Therefore, we expect differential effects of biodiversity on C:P ratios of primary
producers at sea than at land (see text for details).
This divergence between pelagic and terrestrial primary producers can be
described as much larger trait dimensionality in phytoplankton with regard
to light use, relative to larger trait dimensionality for nutrient uptake in
terrestrial plants. These differences have potentially major consequences
for the stoichiometry of B–EF relationships, as the magnitude of the biodiversity effects corresponds to the variance in traits in the community
(Hillebrand and Matthiessen, 2009).

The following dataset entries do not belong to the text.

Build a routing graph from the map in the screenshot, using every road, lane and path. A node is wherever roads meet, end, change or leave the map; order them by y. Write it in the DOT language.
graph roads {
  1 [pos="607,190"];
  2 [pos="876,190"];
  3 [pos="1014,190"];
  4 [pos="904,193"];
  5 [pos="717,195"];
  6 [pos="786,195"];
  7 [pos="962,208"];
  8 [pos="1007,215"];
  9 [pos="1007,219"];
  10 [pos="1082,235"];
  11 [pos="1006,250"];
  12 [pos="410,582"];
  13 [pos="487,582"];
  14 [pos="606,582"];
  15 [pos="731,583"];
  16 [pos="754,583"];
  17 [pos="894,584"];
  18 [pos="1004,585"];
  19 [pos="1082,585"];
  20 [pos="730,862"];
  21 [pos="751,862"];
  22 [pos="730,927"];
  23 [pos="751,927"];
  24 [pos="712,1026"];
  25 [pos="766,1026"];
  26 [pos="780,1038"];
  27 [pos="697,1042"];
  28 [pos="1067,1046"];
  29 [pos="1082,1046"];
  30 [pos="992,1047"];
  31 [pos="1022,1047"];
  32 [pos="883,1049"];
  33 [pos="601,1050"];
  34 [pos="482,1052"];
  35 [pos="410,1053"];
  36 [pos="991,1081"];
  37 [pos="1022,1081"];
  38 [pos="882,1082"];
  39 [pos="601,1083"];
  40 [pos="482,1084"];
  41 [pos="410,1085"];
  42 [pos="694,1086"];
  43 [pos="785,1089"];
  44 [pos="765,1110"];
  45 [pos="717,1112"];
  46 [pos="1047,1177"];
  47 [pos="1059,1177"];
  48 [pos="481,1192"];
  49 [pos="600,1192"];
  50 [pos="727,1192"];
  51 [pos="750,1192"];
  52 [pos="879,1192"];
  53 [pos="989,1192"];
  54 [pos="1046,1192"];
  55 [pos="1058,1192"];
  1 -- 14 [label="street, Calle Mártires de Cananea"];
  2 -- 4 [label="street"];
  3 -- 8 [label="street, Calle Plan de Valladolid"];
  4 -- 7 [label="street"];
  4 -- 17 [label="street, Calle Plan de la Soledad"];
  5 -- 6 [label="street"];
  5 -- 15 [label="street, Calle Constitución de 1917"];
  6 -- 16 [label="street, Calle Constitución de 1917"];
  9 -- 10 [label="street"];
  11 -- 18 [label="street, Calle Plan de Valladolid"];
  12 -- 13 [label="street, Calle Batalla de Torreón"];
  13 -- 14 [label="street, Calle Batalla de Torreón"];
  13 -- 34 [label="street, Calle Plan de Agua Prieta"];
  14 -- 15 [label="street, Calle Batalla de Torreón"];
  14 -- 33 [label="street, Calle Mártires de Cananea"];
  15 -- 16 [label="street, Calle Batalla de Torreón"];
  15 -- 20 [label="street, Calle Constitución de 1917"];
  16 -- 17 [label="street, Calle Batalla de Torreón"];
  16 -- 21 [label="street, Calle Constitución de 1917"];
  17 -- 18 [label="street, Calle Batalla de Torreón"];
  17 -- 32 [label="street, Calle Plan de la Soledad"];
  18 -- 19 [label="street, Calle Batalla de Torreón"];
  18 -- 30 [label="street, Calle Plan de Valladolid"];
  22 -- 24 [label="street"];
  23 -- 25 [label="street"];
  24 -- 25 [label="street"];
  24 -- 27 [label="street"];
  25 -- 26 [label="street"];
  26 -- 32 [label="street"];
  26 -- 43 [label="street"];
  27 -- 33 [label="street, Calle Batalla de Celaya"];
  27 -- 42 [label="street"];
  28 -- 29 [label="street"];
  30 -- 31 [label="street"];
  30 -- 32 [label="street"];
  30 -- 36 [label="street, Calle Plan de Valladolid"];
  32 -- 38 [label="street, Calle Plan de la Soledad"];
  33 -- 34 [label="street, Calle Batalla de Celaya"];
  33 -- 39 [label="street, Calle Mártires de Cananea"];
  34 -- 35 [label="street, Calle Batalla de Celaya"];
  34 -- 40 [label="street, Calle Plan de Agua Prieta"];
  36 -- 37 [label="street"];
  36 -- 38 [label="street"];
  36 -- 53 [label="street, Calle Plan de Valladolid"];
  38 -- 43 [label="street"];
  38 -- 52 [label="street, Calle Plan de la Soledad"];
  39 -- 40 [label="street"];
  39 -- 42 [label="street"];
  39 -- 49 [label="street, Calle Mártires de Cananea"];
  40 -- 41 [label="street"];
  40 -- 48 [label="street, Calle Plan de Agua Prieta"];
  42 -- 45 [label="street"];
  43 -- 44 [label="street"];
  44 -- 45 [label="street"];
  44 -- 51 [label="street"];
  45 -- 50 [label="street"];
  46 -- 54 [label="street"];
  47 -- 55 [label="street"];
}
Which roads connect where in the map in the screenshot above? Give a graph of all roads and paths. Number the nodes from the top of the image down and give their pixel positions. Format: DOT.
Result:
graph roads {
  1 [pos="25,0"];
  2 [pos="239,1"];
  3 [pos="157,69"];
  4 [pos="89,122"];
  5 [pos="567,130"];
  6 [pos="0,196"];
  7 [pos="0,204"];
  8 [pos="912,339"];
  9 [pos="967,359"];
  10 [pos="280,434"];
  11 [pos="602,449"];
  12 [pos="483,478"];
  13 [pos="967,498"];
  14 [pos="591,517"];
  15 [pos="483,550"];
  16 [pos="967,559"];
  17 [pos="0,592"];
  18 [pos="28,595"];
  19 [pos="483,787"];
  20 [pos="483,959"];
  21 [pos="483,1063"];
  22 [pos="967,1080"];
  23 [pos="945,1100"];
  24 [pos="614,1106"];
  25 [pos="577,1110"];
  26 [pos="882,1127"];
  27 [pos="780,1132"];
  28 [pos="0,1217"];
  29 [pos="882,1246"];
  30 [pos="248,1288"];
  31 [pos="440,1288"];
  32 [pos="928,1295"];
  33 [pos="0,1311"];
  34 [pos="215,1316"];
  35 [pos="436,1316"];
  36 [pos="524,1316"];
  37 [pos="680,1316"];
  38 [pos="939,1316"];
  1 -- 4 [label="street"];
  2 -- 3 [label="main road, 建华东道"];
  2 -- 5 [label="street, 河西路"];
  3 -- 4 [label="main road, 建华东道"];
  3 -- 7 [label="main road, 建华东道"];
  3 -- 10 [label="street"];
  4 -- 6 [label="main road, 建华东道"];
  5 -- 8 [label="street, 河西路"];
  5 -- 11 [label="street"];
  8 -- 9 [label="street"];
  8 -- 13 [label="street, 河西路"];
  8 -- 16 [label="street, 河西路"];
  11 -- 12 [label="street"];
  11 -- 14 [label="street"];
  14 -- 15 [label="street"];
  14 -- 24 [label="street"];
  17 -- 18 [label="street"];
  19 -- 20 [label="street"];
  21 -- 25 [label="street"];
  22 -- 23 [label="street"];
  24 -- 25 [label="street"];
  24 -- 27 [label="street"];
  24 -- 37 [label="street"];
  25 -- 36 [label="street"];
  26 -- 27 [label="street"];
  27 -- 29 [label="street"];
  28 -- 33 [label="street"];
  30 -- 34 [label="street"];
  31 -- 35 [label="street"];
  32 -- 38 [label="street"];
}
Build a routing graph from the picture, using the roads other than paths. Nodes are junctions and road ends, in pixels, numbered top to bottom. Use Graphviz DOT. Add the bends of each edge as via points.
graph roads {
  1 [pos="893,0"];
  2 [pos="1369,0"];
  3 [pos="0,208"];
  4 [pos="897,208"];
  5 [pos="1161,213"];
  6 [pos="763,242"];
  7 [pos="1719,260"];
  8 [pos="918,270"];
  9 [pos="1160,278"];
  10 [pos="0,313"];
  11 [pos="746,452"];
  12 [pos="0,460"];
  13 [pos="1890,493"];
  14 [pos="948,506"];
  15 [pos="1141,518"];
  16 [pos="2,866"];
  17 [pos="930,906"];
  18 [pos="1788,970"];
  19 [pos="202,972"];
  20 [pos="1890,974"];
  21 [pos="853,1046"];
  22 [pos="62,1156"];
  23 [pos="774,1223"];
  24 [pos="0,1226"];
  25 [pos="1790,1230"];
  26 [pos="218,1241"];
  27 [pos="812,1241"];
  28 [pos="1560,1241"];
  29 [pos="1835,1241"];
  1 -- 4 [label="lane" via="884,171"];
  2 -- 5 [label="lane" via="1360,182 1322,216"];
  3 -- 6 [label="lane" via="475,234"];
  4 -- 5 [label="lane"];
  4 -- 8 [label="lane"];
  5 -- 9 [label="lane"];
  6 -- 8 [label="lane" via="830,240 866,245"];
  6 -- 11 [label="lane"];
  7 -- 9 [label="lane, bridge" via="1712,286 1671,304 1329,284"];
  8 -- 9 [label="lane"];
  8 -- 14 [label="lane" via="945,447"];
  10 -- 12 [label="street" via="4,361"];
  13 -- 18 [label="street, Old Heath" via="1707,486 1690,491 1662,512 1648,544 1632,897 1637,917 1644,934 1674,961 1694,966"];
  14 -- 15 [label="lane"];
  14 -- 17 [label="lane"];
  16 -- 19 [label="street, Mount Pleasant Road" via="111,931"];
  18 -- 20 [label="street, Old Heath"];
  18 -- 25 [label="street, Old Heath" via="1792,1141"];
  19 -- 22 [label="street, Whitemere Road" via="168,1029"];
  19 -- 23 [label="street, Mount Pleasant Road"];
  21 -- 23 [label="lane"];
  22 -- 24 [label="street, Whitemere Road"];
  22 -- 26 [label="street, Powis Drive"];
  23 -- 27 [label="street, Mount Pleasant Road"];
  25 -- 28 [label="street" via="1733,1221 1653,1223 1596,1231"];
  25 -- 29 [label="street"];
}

In pelagic communities, we expect
higher trait variance in light acquisition than in mineral resource acquisition
traits, so higher algal diversity should maximize light use and thus carbon
fixation (Figure 5). In terrestrial communities, light acquisition traits show
far less spectral divergence between species, thus higher plant diversity
should maximize nutrient uptake rather than carbon fixation. This leads us
to predict that increasing diversity in phytoplankton communities should
increase C:P ratios of the autotrophs, whereas increasing diversity in terrestrial plants should decrease C:P ratios.
At least the first part of our tenet has been formally tested. In an elegant
combination of field and laboratory investigations, Striebel et al. (2009a)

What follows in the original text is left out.